Last night, I went to the source at took a look at Martindale.com's "Top 10" lists. The introduction to the pages is as follows:
Welcome to the law firm Top 10 lists section of martindale.com. Below you will find several top 10 lists highlighting law firms across several topics such as the Martindale-Hubbell Peer Review Ratings, litigation and transaction activity (ie. mergers and acquisitions) and law firm visibility as indicated by user activity on martindale.com. View the top 10 lists to find information about attorneys and their law firms. Continue to check back as these Top 10 lists of law firms will be updated on a regular basis.
As I looked through the rankings in a variety of categories, I could not help but think about blawgs such as MoneyLaw and LawBall. Why? Metrics.
The common theme I see is metrics. Specifically, the application of metrics to the legal space and people and businesses working within it.
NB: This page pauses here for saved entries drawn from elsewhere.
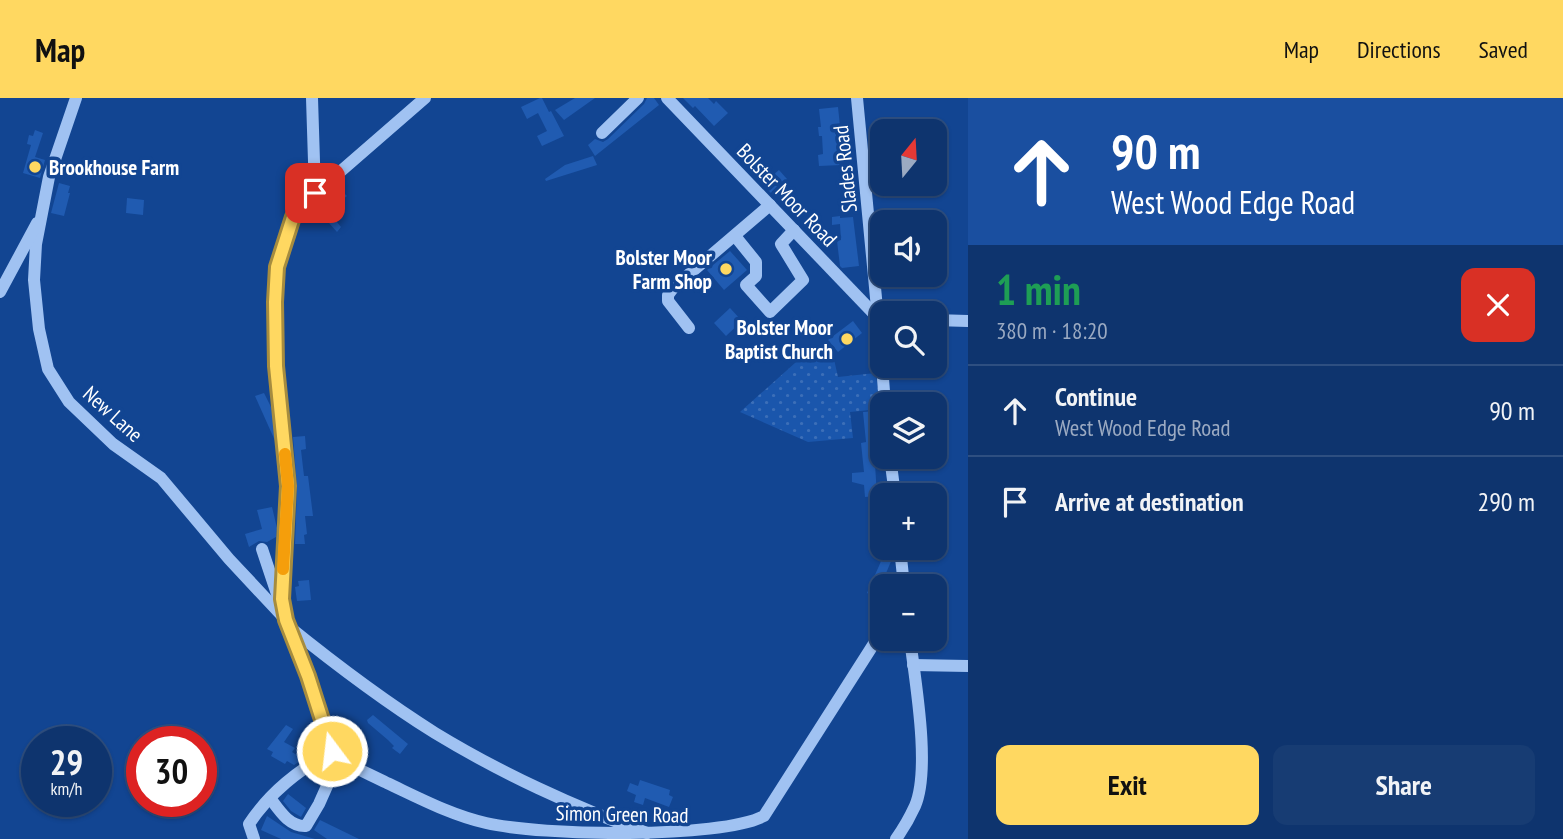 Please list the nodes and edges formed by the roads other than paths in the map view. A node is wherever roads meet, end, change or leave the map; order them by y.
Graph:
1 (76, 98) edge
2 (312, 98) edge
3 (425, 98) edge
4 (638, 98) edge
5 (667, 98) edge
6 (857, 98) edge
7 (602, 132) dead end
8 (315, 193) junction
9 (770, 205) junction
10 (41, 217) junction
11 (794, 230) junction
12 (735, 236) junction
13 (0, 292) edge
14 (878, 301) edge
15 (870, 309) edge
16 (947, 320) edge
17 (968, 321) edge
18 (690, 328) dead end
19 (262, 549) dead end
20 (282, 599) junction
21 (287, 623) junction
22 (870, 650) edge
23 (911, 651) edge
24 (913, 665) junction
25 (968, 666) edge
26 (335, 755) junction
27 (270, 798) junction
28 (658, 837) junction
29 (254, 839) edge
30 (896, 839) edge

1 - 10 street
2 - 8 street
3 - 8 street
4 - 7 street
5 - 9 street, Bolster Moor Road
6 - 14 street, Slades Road
8 - 20 street
9 - 11 street, Bolster Moor Road
9 - 12 street
10 - 13 street
10 - 21 street, New Lane
11 - 12 street
11 - 15 street, Bolster Moor Road
12 - 18 street
16 - 17 street
19 - 20 street
20 - 21 street
21 - 26 street
21 - 28 street
22 - 28 street, Simon Green Road
23 - 24 street
24 - 25 street
24 - 30 street
26 - 27 street
26 - 27 street
26 - 28 street, Simon Green Road
27 - 29 street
Martindale, for one, already lets registered visitors perform side-by-side comparisons of law firms using data from a variety of databases it maintains. As more data becomes available, I would expect such comparison models to increase in number, as well as broaden and deepen in scope.
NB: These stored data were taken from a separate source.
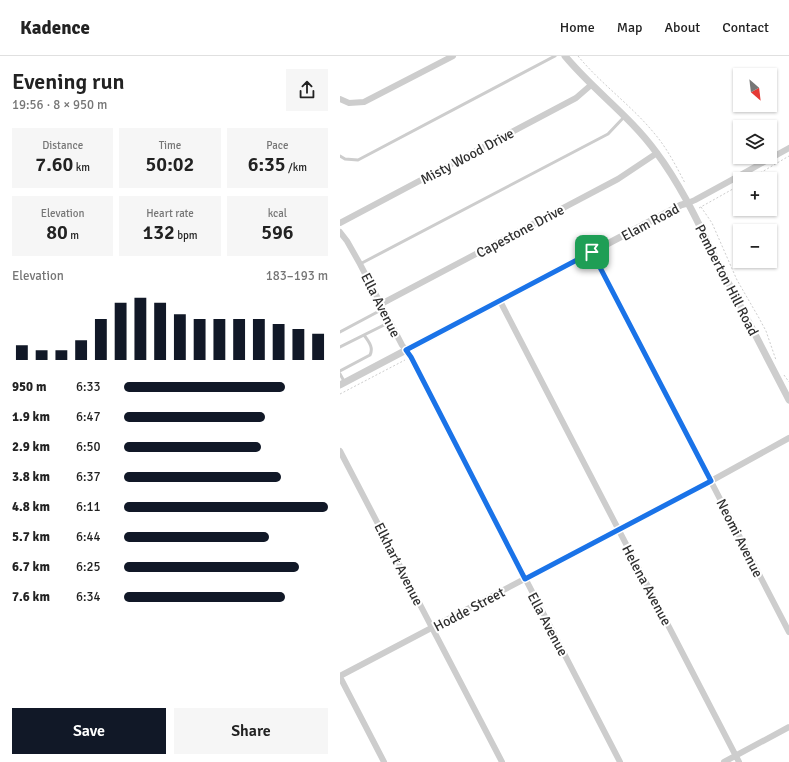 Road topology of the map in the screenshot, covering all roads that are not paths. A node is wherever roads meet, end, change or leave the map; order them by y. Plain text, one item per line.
1 (452, 56) edge
2 (555, 56) edge
3 (564, 56) edge
4 (591, 85) junction
5 (340, 99) edge
6 (625, 116) junction
7 (789, 148) edge
8 (657, 153) junction
9 (340, 156) edge
10 (688, 203) junction
11 (340, 223) edge
12 (340, 232) edge
13 (592, 252) junction
14 (360, 264) junction
15 (500, 301) junction
16 (382, 306) junction
17 (390, 322) junction
18 (340, 332) edge
19 (364, 335) junction
20 (340, 347) edge
21 (406, 350) junction
22 (340, 371) edge
23 (340, 374) edge
24 (342, 384) edge
25 (789, 400) edge
26 (789, 438) edge
27 (340, 451) edge
28 (711, 481) junction
29 (618, 530) junction
30 (525, 579) junction
31 (432, 628) junction
32 (789, 632) edge
33 (340, 677) edge
34 (789, 727) edge
35 (736, 756) junction
36 (384, 762) edge
37 (502, 762) edge
38 (620, 762) edge
39 (724, 762) edge
40 (739, 762) edge

1 - 5 street
2 - 9 lane
3 - 4 street, Pemberton Hill Road
4 - 6 street, Pemberton Hill Road
4 - 11 street, Misty Wood Drive
6 - 8 street, Pemberton Hill Road
6 - 14 lane
7 - 10 street, Elam Road
8 - 10 street, Pemberton Hill Road
8 - 16 street, Capestone Drive
10 - 13 street, Elam Road
10 - 25 street, Pemberton Hill Road
12 - 14 street, Ella Avenue
13 - 15 street, Elam Road
13 - 28 street, Neomi Avenue
14 - 16 street, Ella Avenue
15 - 21 street, Elam Road
15 - 29 street, Helena Avenue
16 - 17 street, Ella Avenue
16 - 18 lane
17 - 19 lane
17 - 21 street, Ella Avenue
19 - 20 lane
19 - 22 lane
21 - 24 street, Elam Road
21 - 30 street, Ella Avenue
23 - 24 lane
26 - 28 street, Hodde Street
27 - 31 street, Elkhart Avenue
28 - 29 street, Hodde Street
28 - 32 street, Neomi Avenue
29 - 30 street, Hodde Street
29 - 35 street, Helena Avenue
30 - 31 street, Hodde Street
30 - 38 street, Ella Avenue
31 - 33 street, Hodde Street
31 - 37 street, Elkhart Avenue
33 - 36 street
34 - 35 street
35 - 39 street
35 - 40 street, Helena Avenue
Think of court filings and the huge volume of public records on which a lawyer's or law firm's name is affixed. Once these records are added to a Lexis or Thomson-West database, they can be cross-referenced to other databases existing within these enterprises. Moreover, many of the top legal research providers have already refocused their internal data structures to more actively embrace XML. Technology aside, this is important because XML gives them exponentially more flexibility to match up and interconnect disparate data sources. Once interconnected, it is a relatively small matter to push the results to the web.
The day may arrive when corporate counsel will be able to drill down on individual lawyer's names and find a vast trove of data pertaining to that lawyer (to some degree, this already exists). And, beyond simple lists of things like articles written, cases filed, awards received, we may see the data formulated into charts, statistics and rankings (the latter of which Martindale is obviously already doing). Percentage of cases won; number of articles written in comparison to peers; peer review ranking in comparison to other peers; number of firm's lawyers receiving top rankings compared to peer firms, the list could go on and on. One thing about data; it can be sliced and diced in a thousand ways.
What does this all mean? Candidly, I am not sure. At this point, I don't believe that metrics alone will determine things like who lands the new client or who gets tenure. There are too many age-old processes like personal networking and reputation among peers deeply engrained in the legal space. However, metrics could well play a growing role in decision-making. We may even see the use of metrics as part of a standard due diligence process, just to ensure every T has been crossed.
In the end, there are many people who have given this subject much deeper thought than I (such as the writers at MoneyLaw and LawBall). But, even from a shallower perspective, it is obvious that the use of metrics is rising. And, as Martindale's Top 10 lists exemplify, the metrics will be online and easily available. For lawyers, these realities are worth remembering.